Saved data entries
===============

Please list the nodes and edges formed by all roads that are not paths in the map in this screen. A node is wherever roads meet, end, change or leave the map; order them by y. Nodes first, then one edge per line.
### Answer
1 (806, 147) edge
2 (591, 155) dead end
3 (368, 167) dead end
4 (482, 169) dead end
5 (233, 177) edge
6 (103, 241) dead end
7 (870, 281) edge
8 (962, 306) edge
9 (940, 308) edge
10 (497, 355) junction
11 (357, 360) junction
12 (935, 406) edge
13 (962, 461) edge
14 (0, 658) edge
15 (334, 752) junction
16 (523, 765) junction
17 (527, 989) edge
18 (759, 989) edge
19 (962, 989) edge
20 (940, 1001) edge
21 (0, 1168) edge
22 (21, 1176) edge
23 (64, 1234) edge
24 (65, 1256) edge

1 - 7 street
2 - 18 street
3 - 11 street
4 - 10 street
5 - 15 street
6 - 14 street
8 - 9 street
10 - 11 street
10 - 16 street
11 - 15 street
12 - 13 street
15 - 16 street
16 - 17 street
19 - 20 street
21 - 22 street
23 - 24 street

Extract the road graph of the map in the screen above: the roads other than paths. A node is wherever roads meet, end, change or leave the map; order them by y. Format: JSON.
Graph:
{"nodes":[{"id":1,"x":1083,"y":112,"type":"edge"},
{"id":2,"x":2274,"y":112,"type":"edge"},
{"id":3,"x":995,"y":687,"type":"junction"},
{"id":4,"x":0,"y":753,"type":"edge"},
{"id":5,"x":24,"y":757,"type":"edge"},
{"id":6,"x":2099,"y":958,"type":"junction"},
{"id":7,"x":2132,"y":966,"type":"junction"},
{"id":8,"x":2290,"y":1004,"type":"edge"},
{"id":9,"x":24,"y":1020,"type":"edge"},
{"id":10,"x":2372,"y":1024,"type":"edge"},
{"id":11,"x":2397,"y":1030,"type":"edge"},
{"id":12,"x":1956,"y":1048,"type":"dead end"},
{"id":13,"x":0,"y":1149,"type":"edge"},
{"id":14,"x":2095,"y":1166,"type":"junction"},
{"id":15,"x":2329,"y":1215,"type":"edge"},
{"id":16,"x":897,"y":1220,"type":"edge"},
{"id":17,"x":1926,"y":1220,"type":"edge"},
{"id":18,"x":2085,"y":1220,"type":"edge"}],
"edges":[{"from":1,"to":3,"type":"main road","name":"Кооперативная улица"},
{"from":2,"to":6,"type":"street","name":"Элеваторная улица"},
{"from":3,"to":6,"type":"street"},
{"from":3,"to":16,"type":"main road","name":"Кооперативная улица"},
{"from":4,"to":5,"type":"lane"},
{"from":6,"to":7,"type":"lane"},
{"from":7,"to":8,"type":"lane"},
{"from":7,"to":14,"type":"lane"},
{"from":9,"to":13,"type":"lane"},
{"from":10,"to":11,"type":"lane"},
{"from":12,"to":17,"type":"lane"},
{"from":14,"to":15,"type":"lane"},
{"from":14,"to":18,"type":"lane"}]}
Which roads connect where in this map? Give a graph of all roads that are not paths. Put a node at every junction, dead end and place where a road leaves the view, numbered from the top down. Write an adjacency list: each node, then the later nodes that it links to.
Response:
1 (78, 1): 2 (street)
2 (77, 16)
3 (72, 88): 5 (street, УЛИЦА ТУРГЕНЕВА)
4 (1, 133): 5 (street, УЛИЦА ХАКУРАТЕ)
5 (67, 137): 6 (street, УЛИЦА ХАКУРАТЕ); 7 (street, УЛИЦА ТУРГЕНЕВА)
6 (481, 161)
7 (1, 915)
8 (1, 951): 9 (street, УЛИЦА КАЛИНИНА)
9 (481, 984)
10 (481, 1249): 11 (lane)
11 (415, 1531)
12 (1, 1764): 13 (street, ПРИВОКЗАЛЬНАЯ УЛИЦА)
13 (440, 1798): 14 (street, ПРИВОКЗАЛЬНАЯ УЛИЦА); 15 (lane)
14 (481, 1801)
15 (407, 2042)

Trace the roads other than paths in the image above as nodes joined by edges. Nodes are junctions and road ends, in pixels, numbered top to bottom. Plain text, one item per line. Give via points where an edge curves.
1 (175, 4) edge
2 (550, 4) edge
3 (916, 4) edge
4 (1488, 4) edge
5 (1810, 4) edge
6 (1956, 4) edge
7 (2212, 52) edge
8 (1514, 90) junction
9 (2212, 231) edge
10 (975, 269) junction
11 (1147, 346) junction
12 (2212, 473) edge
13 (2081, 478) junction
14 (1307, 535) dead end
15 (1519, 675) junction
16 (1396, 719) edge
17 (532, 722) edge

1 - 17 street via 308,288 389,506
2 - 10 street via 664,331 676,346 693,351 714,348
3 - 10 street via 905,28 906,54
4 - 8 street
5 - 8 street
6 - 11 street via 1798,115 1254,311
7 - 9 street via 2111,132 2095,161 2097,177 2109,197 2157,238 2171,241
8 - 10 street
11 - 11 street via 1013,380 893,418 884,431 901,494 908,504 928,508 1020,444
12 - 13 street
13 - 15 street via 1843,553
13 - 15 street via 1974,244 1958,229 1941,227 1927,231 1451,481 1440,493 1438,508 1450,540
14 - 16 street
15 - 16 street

===============

- _Directions_: Your job is to copy out every line from the records above that has the word "list".

- _Response area_:
Please list the nodes and edges formed by all roads that are not paths in the map in this screen. A node is wherever roads meet, end, change or leave the map; order them by y. Nodes first, then one edge per line.
Which roads connect where in this map? Give a graph of all roads that are not paths. Put a node at every junction, dead end and place where a road leaves the view, numbered from the top down. Write an adjacency list: each node, then the later nodes that it links to.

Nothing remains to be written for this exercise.